On Sat, 1 Apr 2000, Mike Bilow wrote:

> On Fri, 31 Mar 2000, Michael wrote:

> > hmmm..... the remirroring code is not very smart... as I recall it 
> > does the remirroring in order .. i.e. md0, md1, etc... This would 
> > imply that if you have a power fail or other crash that causes both 
> > md's to be faulty, the system will not be able to swap until md0, 
> > then md1 is remirrored. The boot and swap md's should always be the 
> > first two raid partitions under this scenario as they are very small 
> > and will remirror quickly allowing swapping to proceed while the main 
> > array remirrors.
> 
> Jakob:
> 
> If this is true, it should be added to the HOWTO.

I have some ideas for how to deal with swapping on RAID.

1. Modify or wrap the invocation of the swapon program so that it takes
responsibility for waiting until resyncing of its target swap volume is
completed.  This could be done by adding code to the swapon program itself
which checked to make sure that it was not enabling swapping onto a RAID
volume being resynced.  While this is the more reboust approach, it would
also involve modifying a fairly well established and solid program.  Using
a shell test against /proc/mdstat is probably more prudent.  Ideally, the
kernel should be able to act intelligently when swapping is enabled onto a
RAID device which is being resynced and defer actual use until it is safe,
so it makes more sense to fix this in the kernel than in the swapon binary
-- which is really just a call to the swapon() system service anyway.
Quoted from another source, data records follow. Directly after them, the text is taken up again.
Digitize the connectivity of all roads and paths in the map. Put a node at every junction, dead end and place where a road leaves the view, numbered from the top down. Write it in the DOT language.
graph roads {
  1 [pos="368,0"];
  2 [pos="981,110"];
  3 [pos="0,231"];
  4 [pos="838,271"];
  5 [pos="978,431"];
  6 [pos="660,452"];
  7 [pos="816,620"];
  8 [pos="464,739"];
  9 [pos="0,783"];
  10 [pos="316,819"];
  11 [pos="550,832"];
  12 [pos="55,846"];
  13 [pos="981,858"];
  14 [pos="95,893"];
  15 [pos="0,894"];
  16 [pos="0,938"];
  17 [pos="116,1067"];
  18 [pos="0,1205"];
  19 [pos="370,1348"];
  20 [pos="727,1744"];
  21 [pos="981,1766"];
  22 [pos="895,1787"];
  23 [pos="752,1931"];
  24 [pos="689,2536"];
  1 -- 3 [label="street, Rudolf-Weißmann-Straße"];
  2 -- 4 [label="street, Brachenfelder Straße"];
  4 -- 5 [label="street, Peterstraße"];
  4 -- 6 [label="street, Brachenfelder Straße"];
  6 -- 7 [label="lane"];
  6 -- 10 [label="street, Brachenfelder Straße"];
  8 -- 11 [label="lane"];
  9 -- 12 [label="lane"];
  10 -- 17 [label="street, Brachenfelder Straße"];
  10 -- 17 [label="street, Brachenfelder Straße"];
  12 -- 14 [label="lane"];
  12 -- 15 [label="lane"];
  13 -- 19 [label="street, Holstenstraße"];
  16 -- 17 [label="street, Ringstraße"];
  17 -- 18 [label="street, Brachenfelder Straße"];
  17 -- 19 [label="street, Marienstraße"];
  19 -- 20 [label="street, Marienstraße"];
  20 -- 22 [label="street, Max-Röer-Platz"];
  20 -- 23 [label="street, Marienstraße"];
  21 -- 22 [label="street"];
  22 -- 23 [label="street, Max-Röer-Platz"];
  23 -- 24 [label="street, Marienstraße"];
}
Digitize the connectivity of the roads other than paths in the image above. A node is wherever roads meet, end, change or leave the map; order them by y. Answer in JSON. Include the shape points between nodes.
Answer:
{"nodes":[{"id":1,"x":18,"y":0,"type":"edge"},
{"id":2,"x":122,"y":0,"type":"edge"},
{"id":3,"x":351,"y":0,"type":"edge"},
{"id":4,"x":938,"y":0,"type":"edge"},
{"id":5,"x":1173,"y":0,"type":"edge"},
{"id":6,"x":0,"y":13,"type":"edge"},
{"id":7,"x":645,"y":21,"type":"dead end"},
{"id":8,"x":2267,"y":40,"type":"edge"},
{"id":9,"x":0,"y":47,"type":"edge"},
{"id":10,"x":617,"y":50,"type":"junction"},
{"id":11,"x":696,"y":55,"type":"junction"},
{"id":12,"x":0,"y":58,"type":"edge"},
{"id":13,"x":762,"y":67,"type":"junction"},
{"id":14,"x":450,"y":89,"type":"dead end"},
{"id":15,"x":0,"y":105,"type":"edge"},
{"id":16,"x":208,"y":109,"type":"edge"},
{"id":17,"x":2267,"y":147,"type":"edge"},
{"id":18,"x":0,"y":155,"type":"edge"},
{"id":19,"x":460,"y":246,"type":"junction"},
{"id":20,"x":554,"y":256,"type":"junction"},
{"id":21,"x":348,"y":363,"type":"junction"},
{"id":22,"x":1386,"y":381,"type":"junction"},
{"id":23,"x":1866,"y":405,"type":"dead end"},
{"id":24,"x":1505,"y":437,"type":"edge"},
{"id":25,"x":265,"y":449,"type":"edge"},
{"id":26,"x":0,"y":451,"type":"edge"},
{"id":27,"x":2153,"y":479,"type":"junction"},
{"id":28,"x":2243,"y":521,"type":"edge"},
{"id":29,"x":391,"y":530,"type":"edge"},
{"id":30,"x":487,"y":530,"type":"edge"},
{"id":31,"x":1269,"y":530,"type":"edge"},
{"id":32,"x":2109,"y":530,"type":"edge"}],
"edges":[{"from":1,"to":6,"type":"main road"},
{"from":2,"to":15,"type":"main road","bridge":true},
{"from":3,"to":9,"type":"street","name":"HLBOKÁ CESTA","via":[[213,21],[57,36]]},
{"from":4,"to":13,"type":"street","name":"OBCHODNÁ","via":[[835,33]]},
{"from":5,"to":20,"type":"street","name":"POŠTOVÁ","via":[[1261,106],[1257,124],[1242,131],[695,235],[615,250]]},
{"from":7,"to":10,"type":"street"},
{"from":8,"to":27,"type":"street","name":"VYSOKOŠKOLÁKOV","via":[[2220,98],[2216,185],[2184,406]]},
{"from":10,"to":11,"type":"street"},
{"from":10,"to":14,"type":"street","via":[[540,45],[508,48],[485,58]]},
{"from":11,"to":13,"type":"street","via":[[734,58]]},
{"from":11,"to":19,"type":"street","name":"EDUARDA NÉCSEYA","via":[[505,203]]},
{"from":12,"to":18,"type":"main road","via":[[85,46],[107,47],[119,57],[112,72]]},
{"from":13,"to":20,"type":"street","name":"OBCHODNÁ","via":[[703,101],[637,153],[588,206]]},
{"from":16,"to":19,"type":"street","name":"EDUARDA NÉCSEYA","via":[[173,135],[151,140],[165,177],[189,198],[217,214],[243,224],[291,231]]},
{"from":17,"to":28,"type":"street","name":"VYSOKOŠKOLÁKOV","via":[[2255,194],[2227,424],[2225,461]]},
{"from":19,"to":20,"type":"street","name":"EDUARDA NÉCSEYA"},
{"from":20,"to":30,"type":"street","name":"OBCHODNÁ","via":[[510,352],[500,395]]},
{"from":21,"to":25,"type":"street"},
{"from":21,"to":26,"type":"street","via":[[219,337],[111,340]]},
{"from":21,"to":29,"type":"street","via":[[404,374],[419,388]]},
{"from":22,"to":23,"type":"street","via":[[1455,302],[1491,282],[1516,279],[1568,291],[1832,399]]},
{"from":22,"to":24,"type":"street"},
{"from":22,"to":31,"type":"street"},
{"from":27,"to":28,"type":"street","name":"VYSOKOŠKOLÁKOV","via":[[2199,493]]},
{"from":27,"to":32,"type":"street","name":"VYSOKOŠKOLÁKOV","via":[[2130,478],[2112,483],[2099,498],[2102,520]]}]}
2. We should probably get some code added to the resync procedure which
allows controlling the order in which resync is done so that swap
partitions can be specified first.  This would logically be handled as
kernel arguments, something like "raidsync=md1,md0,md2" or maybe a general
algorithm such as "raidsync=smallest-first".  I am also not sure that it
is sensible to have the kernel code default to resyncing in device order
(md0, md1, ...) rather than doing smallest volumes first.  Of course, if
the kernel has been notified via swapon which volumes are to be used for
swapping, then it is easy for it to resync these first.

3. Some way of testing for resync in progress should be added to /proc so
that startup scripts are not dependent upon external tools such as grep. 
for example, we could have /proc/md which had a subdirectory for each
device, say /proc/md/0, /proc/md/1, and so on.  Each device subdirectory
could have standard names such as "size," "resync," "type,"  and so on.
This way, it would be possible to do tests such as this:

        if [ `cat /proc/md/0/resync` = 0 ]; then
                swapon /dev/md0
        fi

This sort of facility is going to be needed if the kernel is going to
protect against enabling swapping onto RAID undergoing resync.